Stored items
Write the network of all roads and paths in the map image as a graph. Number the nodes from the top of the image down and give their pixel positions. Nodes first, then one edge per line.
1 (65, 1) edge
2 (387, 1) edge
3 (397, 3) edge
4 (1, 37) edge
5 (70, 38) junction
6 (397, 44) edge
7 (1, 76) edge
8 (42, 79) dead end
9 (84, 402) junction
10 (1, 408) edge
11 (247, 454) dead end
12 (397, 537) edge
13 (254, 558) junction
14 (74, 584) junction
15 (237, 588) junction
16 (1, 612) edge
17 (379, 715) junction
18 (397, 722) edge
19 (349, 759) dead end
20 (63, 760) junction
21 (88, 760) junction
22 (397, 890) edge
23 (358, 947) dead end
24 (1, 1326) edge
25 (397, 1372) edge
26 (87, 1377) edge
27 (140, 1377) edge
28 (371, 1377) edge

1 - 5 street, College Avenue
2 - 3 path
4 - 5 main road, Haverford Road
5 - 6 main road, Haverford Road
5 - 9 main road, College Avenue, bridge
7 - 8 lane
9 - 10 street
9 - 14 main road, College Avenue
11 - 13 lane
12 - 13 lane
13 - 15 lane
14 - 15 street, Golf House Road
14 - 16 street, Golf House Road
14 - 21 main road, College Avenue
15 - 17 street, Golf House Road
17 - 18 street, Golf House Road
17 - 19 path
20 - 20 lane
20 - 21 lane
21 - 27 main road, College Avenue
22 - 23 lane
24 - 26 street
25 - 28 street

TASK PROMPT — Exactly as given, restate all the lines above.

SOLUTION TO THIS TASK —
Write the network of all roads and paths in the map image as a graph. Number the nodes from the top of the image down and give their pixel positions. Nodes first, then one edge per line.
1 (65, 1) edge
2 (387, 1) edge
3 (397, 3) edge
4 (1, 37) edge
5 (70, 38) junction
6 (397, 44) edge
7 (1, 76) edge
8 (42, 79) dead end
9 (84, 402) junction
10 (1, 408) edge
11 (247, 454) dead end
12 (397, 537) edge
13 (254, 558) junction
14 (74, 584) junction
15 (237, 588) junction
16 (1, 612) edge
17 (379, 715) junction
18 (397, 722) edge
19 (349, 759) dead end
20 (63, 760) junction
21 (88, 760) junction
22 (397, 890) edge
23 (358, 947) dead end
24 (1, 1326) edge
25 (397, 1372) edge
26 (87, 1377) edge
27 (140, 1377) edge
28 (371, 1377) edge

1 - 5 street, College Avenue
2 - 3 path
4 - 5 main road, Haverford Road
5 - 6 main road, Haverford Road
5 - 9 main road, College Avenue, bridge
7 - 8 lane
9 - 10 street
9 - 14 main road, College Avenue
11 - 13 lane
12 - 13 lane
13 - 15 lane
14 - 15 street, Golf House Road
14 - 16 street, Golf House Road
14 - 21 main road, College Avenue
15 - 17 street, Golf House Road
17 - 18 street, Golf House Road
17 - 19 path
20 - 20 lane
20 - 21 lane
21 - 27 main road, College Avenue
22 - 23 lane
24 - 26 street
25 - 28 street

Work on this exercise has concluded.